Give back the entries exactly as they read, leaving each image out.

___ Records supplied

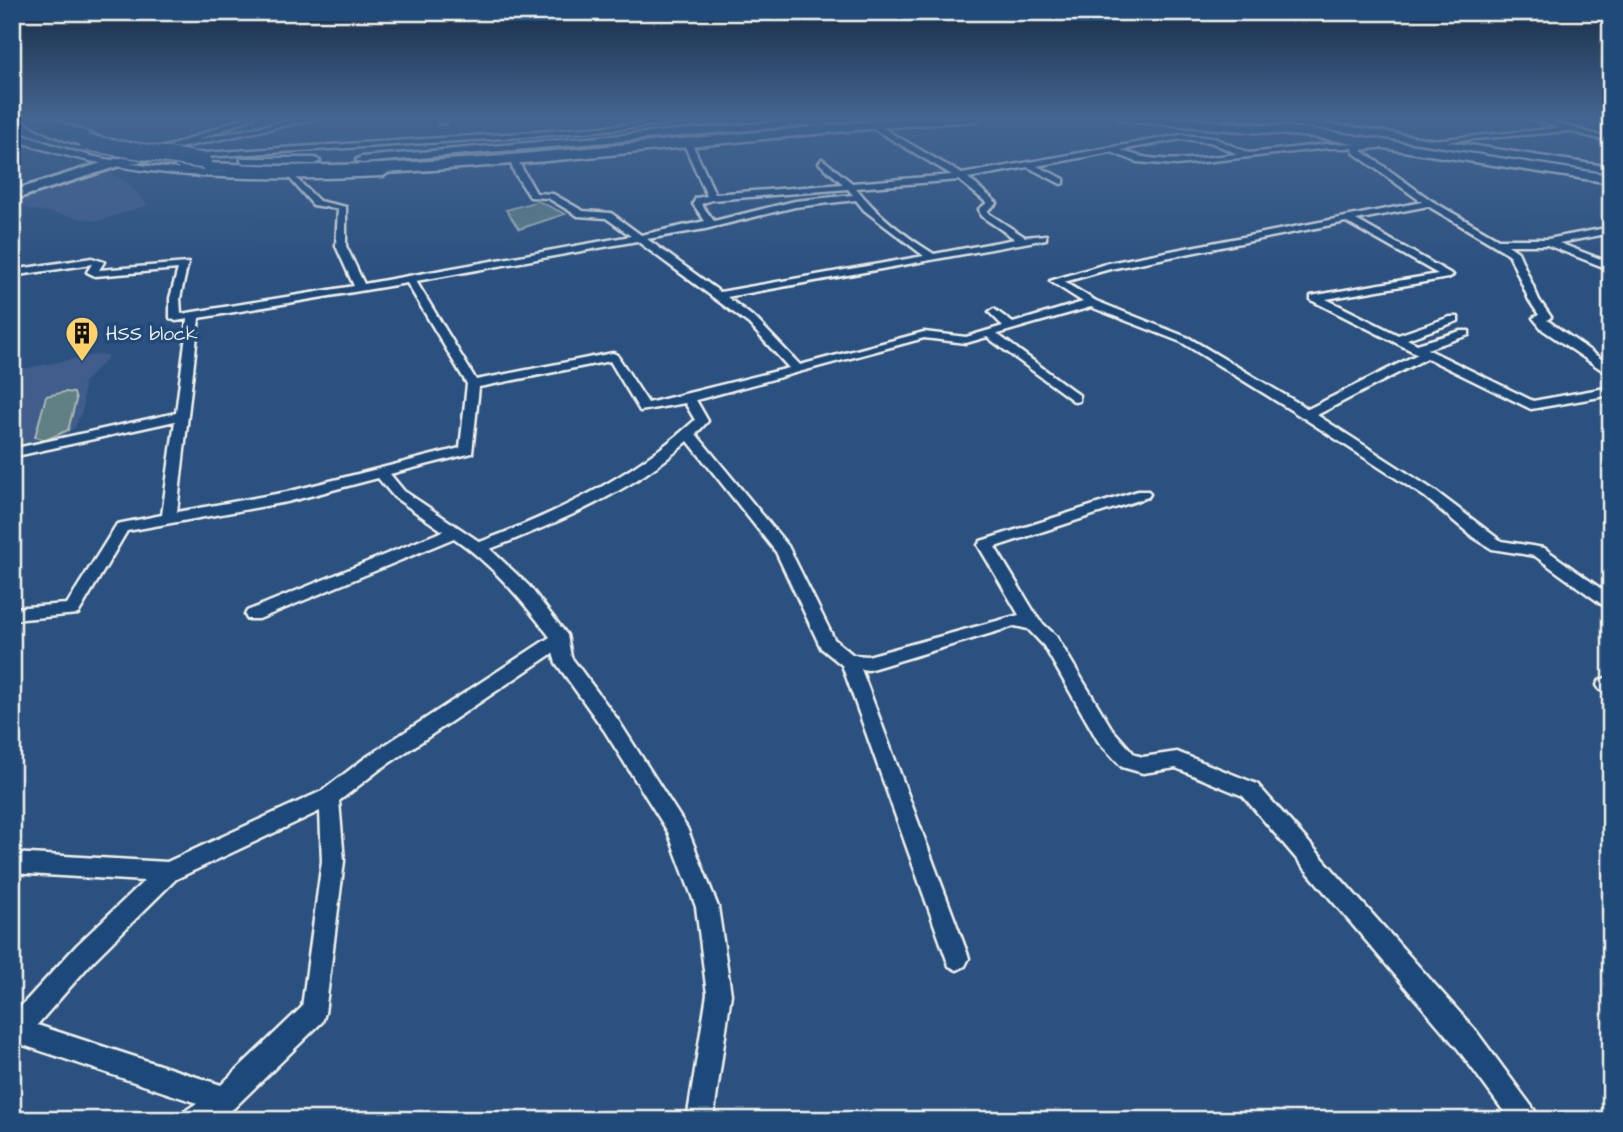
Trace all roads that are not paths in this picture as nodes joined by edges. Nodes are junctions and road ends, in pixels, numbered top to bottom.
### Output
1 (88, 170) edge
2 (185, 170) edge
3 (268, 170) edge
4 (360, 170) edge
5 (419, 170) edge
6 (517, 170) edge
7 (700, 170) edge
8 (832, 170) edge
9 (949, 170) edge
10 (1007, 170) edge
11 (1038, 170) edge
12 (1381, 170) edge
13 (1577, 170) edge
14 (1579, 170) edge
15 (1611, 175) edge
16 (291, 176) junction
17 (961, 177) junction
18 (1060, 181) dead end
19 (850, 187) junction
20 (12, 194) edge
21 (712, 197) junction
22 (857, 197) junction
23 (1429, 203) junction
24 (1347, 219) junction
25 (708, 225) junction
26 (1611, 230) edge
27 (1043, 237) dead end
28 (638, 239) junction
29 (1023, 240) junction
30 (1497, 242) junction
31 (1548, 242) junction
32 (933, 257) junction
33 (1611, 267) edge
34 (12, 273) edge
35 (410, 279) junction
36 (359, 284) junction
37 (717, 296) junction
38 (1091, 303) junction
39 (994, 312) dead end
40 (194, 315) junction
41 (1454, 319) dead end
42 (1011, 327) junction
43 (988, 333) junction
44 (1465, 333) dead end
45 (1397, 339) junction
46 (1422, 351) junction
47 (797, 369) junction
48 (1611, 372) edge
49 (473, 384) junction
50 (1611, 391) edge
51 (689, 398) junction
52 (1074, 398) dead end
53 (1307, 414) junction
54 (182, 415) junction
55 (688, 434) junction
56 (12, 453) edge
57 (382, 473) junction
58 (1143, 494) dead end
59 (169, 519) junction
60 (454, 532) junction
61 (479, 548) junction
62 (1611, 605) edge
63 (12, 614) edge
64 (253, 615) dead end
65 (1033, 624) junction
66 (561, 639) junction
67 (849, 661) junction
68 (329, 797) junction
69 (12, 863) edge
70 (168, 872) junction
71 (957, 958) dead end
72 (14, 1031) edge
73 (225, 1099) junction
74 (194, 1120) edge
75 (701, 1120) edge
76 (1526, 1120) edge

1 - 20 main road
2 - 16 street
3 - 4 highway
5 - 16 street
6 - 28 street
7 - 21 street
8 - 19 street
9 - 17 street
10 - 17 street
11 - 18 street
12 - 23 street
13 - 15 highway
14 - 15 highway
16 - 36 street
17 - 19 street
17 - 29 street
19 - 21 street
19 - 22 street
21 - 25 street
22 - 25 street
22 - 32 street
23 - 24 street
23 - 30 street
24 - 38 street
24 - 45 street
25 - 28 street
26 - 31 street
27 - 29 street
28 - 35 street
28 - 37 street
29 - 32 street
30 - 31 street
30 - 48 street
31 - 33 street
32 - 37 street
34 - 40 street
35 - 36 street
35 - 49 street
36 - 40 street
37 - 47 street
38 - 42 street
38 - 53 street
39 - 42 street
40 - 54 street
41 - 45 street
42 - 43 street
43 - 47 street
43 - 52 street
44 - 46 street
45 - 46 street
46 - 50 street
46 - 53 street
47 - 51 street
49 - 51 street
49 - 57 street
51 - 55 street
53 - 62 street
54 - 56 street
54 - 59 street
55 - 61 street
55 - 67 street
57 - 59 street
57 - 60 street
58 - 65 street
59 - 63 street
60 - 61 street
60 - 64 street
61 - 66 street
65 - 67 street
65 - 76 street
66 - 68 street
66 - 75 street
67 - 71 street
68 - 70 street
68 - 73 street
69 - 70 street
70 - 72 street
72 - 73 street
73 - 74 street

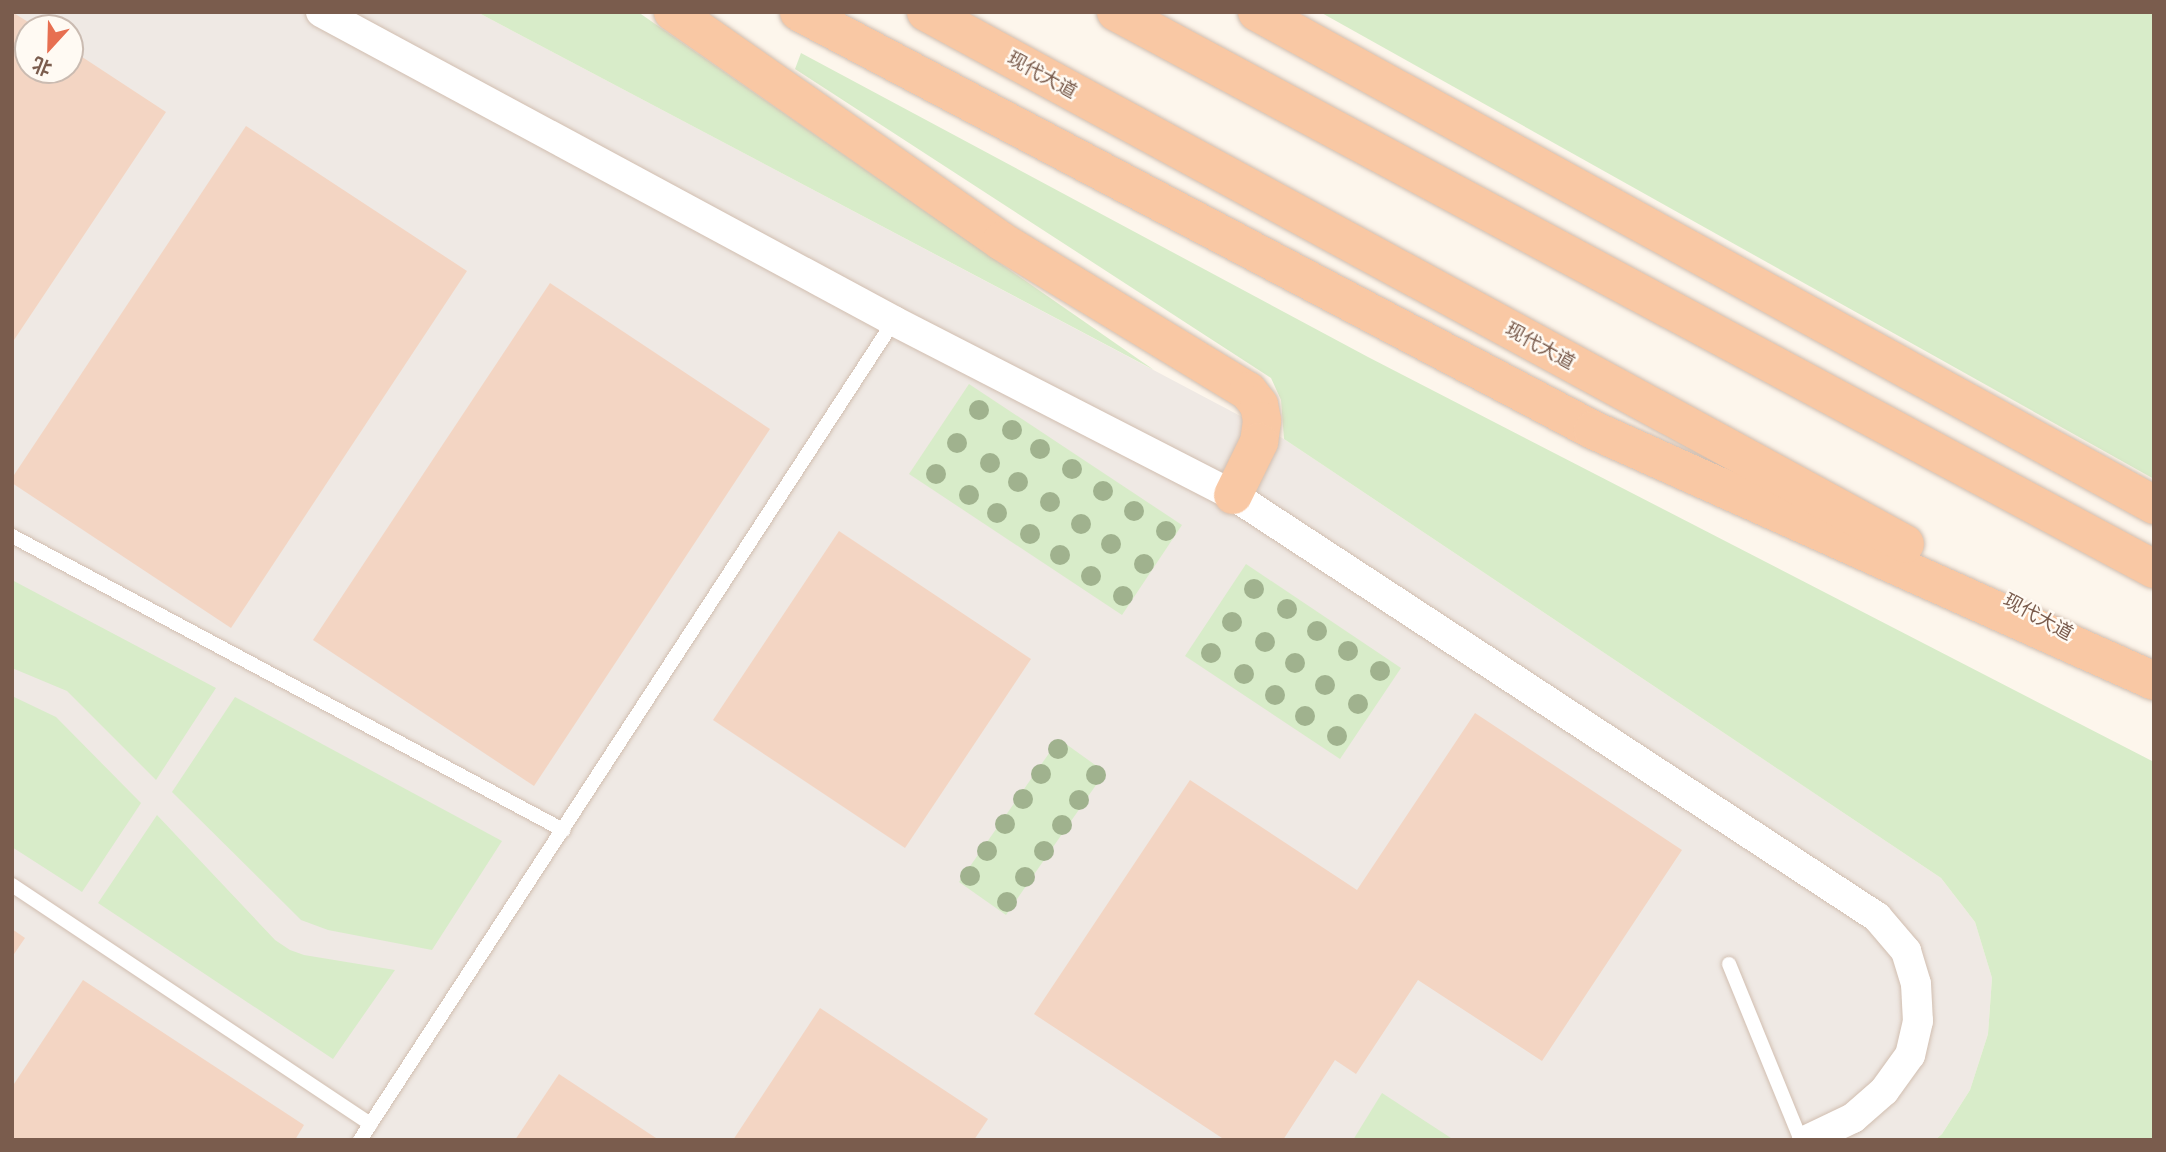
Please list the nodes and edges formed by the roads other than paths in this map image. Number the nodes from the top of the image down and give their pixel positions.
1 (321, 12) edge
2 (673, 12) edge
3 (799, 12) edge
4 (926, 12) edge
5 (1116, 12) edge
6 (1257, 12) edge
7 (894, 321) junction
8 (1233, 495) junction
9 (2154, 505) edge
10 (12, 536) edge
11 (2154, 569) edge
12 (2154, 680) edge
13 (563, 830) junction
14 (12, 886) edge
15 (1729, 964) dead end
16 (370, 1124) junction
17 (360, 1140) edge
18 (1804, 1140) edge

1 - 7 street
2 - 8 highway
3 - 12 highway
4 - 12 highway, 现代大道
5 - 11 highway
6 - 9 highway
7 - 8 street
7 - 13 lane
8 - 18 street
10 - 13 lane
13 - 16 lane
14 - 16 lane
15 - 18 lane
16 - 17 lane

______

(Answer to the exercise):
Trace all roads that are not paths in this picture as nodes joined by edges. Nodes are junctions and road ends, in pixels, numbered top to bottom.
### Output
1 (88, 170) edge
2 (185, 170) edge
3 (268, 170) edge
4 (360, 170) edge
5 (419, 170) edge
6 (517, 170) edge
7 (700, 170) edge
8 (832, 170) edge
9 (949, 170) edge
10 (1007, 170) edge
11 (1038, 170) edge
12 (1381, 170) edge
13 (1577, 170) edge
14 (1579, 170) edge
15 (1611, 175) edge
16 (291, 176) junction
17 (961, 177) junction
18 (1060, 181) dead end
19 (850, 187) junction
20 (12, 194) edge
21 (712, 197) junction
22 (857, 197) junction
23 (1429, 203) junction
24 (1347, 219) junction
25 (708, 225) junction
26 (1611, 230) edge
27 (1043, 237) dead end
28 (638, 239) junction
29 (1023, 240) junction
30 (1497, 242) junction
31 (1548, 242) junction
32 (933, 257) junction
33 (1611, 267) edge
34 (12, 273) edge
35 (410, 279) junction
36 (359, 284) junction
37 (717, 296) junction
38 (1091, 303) junction
39 (994, 312) dead end
40 (194, 315) junction
41 (1454, 319) dead end
42 (1011, 327) junction
43 (988, 333) junction
44 (1465, 333) dead end
45 (1397, 339) junction
46 (1422, 351) junction
47 (797, 369) junction
48 (1611, 372) edge
49 (473, 384) junction
50 (1611, 391) edge
51 (689, 398) junction
52 (1074, 398) dead end
53 (1307, 414) junction
54 (182, 415) junction
55 (688, 434) junction
56 (12, 453) edge
57 (382, 473) junction
58 (1143, 494) dead end
59 (169, 519) junction
60 (454, 532) junction
61 (479, 548) junction
62 (1611, 605) edge
63 (12, 614) edge
64 (253, 615) dead end
65 (1033, 624) junction
66 (561, 639) junction
67 (849, 661) junction
68 (329, 797) junction
69 (12, 863) edge
70 (168, 872) junction
71 (957, 958) dead end
72 (14, 1031) edge
73 (225, 1099) junction
74 (194, 1120) edge
75 (701, 1120) edge
76 (1526, 1120) edge

1 - 20 main road
2 - 16 street
3 - 4 highway
5 - 16 street
6 - 28 street
7 - 21 street
8 - 19 street
9 - 17 street
10 - 17 street
11 - 18 street
12 - 23 street
13 - 15 highway
14 - 15 highway
16 - 36 street
17 - 19 street
17 - 29 street
19 - 21 street
19 - 22 street
21 - 25 street
22 - 25 street
22 - 32 street
23 - 24 street
23 - 30 street
24 - 38 street
24 - 45 street
25 - 28 street
26 - 31 street
27 - 29 street
28 - 35 street
28 - 37 street
29 - 32 street
30 - 31 street
30 - 48 street
31 - 33 street
32 - 37 street
34 - 40 street
35 - 36 street
35 - 49 street
36 - 40 street
37 - 47 street
38 - 42 street
38 - 53 street
39 - 42 street
40 - 54 street
41 - 45 street
42 - 43 street
43 - 47 street
43 - 52 street
44 - 46 street
45 - 46 street
46 - 50 street
46 - 53 street
47 - 51 street
49 - 51 street
49 - 57 street
51 - 55 street
53 - 62 street
54 - 56 street
54 - 59 street
55 - 61 street
55 - 67 street
57 - 59 street
57 - 60 street
58 - 65 street
59 - 63 street
60 - 61 street
60 - 64 street
61 - 66 street
65 - 67 street
65 - 76 street
66 - 68 street
66 - 75 street
67 - 71 street
68 - 70 street
68 - 73 street
69 - 70 street
70 - 72 street
72 - 73 street
73 - 74 street

Please list the nodes and edges formed by the roads other than paths in this map image. Number the nodes from the top of the image down and give their pixel positions.
1 (321, 12) edge
2 (673, 12) edge
3 (799, 12) edge
4 (926, 12) edge
5 (1116, 12) edge
6 (1257, 12) edge
7 (894, 321) junction
8 (1233, 495) junction
9 (2154, 505) edge
10 (12, 536) edge
11 (2154, 569) edge
12 (2154, 680) edge
13 (563, 830) junction
14 (12, 886) edge
15 (1729, 964) dead end
16 (370, 1124) junction
17 (360, 1140) edge
18 (1804, 1140) edge

1 - 7 street
2 - 8 highway
3 - 12 highway
4 - 12 highway, 现代大道
5 - 11 highway
6 - 9 highway
7 - 8 street
7 - 13 lane
8 - 18 street
10 - 13 lane
13 - 16 lane
14 - 16 lane
15 - 18 lane
16 - 17 lane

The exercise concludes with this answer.